When someone takes his own life

We created a page for this because we don’t want it to get lost on the boards somewhere.

When Someone Takes His Own Life
by
Norman Vincent Peale

In many ways, this seems to be the most tragic form of death. Often the stigma of suicide is what rests most heavily on those left behind…

The Bible warns us not to judge, if we ourselves hope to escape judgment. And I believe that this is the one area that Biblical command especially should be heeded. For how do we know how many valiant battles such a person may have fought and won before he loses that one particular battle? And is it fair that all the good acts and impulses of such a person should be forgotten or blotted out by his final tragic act?

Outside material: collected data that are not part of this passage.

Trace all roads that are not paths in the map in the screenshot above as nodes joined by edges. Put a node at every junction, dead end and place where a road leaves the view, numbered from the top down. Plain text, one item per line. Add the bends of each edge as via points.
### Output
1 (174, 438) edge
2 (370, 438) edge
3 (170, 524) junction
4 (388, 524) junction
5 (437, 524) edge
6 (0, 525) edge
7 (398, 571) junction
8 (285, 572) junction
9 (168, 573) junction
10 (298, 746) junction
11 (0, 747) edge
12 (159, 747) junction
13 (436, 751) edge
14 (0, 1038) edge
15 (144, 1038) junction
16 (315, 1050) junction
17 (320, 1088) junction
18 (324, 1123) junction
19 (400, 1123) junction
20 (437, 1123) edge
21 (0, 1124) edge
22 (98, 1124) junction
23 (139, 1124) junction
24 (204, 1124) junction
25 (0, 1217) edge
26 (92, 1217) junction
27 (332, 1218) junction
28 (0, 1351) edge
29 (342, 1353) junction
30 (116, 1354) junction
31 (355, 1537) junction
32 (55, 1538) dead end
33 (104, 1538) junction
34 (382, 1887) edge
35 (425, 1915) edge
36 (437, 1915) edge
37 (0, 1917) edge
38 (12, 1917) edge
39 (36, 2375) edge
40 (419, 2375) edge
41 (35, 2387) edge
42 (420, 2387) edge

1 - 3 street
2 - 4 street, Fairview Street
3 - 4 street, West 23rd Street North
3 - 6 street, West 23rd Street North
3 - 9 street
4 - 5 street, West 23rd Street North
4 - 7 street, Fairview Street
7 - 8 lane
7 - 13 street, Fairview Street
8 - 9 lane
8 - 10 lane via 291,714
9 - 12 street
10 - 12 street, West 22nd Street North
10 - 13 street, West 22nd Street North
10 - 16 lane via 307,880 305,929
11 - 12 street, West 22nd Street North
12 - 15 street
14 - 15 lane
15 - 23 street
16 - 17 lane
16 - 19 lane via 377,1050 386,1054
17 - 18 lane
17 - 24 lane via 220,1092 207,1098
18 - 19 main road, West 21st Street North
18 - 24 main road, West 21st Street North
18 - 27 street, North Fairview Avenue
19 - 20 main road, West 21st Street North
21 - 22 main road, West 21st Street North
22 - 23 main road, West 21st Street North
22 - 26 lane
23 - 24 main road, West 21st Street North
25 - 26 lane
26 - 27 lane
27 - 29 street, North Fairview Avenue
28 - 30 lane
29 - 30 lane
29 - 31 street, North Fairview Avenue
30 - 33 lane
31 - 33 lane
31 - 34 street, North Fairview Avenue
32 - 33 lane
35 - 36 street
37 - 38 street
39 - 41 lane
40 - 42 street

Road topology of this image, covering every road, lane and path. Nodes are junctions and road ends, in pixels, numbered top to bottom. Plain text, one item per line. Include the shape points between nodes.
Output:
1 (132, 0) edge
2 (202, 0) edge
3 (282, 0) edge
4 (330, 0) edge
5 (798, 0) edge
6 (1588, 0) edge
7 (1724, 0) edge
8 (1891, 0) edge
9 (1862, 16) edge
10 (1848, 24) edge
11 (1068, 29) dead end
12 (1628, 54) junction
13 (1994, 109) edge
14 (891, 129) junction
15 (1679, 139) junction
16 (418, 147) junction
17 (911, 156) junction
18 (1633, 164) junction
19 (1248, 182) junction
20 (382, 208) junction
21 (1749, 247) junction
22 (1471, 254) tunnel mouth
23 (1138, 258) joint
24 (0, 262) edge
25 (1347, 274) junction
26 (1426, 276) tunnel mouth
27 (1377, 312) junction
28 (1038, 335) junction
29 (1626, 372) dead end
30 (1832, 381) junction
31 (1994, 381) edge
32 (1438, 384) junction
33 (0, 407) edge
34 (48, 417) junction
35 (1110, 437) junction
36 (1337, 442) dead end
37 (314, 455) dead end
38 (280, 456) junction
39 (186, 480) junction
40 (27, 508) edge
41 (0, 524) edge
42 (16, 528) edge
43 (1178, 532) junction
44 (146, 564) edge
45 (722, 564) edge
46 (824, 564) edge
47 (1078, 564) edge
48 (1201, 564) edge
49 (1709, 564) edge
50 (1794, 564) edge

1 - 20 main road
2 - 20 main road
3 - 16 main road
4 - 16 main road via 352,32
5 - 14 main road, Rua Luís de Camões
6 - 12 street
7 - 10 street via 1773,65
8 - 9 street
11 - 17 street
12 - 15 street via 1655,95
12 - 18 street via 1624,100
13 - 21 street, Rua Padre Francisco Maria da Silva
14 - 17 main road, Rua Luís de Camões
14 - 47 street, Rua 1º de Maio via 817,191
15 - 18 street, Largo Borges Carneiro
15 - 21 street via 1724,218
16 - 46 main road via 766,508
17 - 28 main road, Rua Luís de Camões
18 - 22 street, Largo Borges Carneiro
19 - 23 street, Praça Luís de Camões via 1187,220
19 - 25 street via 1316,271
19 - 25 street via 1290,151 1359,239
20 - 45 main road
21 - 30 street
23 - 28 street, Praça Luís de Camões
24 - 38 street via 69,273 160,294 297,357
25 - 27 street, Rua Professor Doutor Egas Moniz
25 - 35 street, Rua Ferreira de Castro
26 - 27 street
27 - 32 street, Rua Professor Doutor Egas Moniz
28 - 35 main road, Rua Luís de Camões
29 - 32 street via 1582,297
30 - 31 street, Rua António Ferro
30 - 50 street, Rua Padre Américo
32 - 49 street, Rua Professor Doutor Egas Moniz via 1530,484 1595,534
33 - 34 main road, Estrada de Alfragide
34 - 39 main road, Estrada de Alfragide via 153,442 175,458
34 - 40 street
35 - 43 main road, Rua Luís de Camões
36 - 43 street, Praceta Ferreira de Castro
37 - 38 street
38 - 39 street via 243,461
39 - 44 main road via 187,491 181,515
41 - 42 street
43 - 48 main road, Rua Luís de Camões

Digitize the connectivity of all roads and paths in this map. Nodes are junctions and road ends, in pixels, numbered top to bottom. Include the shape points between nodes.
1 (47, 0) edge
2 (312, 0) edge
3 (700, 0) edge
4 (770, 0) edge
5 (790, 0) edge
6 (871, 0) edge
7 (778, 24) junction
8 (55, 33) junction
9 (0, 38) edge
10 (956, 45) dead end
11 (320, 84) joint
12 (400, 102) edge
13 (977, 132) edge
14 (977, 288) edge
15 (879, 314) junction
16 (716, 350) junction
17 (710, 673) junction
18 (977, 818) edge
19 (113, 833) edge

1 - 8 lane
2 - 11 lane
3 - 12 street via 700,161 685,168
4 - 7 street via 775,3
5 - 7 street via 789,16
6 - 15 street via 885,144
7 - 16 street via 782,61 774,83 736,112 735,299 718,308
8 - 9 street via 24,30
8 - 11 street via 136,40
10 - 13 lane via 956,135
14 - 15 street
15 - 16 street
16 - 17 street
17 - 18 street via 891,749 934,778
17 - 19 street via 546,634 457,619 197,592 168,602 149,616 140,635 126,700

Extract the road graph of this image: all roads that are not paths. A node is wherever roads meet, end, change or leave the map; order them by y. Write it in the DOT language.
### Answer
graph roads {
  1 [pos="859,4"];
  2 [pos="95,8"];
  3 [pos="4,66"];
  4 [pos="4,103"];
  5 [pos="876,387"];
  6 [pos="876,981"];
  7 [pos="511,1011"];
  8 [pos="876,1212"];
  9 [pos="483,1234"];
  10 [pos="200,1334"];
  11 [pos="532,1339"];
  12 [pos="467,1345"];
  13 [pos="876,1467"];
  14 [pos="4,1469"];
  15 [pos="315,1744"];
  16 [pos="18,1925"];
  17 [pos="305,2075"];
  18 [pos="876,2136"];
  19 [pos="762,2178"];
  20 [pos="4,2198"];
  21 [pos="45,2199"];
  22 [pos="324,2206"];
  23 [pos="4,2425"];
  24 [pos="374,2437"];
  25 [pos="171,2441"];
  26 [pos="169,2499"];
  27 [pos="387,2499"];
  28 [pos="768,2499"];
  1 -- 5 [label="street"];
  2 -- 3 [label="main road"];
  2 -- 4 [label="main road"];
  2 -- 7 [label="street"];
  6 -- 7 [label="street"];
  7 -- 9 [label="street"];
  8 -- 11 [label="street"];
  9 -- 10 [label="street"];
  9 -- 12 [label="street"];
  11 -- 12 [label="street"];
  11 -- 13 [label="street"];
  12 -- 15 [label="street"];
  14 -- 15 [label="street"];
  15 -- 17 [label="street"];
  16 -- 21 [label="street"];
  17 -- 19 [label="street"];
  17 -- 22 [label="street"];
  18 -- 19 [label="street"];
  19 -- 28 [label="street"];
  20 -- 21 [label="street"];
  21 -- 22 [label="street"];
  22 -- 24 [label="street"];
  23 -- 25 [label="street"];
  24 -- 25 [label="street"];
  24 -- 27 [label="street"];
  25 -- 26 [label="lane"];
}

I think our reaction should be one of love and pity, not of condemnation. Perhaps the person was not thinking clearly in his final moments; perhaps he was so driven by emotional whirlwinds that he was incapable of thinking at all. This is terribly sad. But surely it is understandable. All of us have moments when we lose control of ourselves, flashes of temper, or irritation, or selfishness that we later regret. Each one of us, probably, has a final breaking point – or would have if our faith did not sustain us. Life puts far more pressure on some of us than it does on others. Some people have more stamina than others…

My heart goes out to those who are left behind, because I know they suffer terribly…The immediate family of the victim is left wide open to tidal waves of guilt: “What did I fail to do that I should have done? What did I do that was wrong?” To such grieving persons I can only say, “Lift up your heads and your hearts. Surely you did your best. And surely the loved one who is gone did his best, for as long as he could. Remember, now, that his battles and torments are over. Do not judge him, and do not presume to fathom the mind of God where this one of His children is concerned.”

A few years ago, when a young man died by his own hand, a service for him was conducted by his pastor, the Reverend West Stephens. What he said that day expresses far more eloquently than I can, the message that I’m trying to convey. Here are some of his words:

“Our friend died on his own battlefield. He was killed in action fighting a civil war. He fought against adversaries that were as real to him as his casket is real to us. They were powerful adversaries. They took toll of his energies and endurance. They exhausted the last vestiges of his courage and his strength. At last these adversaries overwhelmed him. And it appeared
that he had lost the war. But did he? I see a host of victories that he has won!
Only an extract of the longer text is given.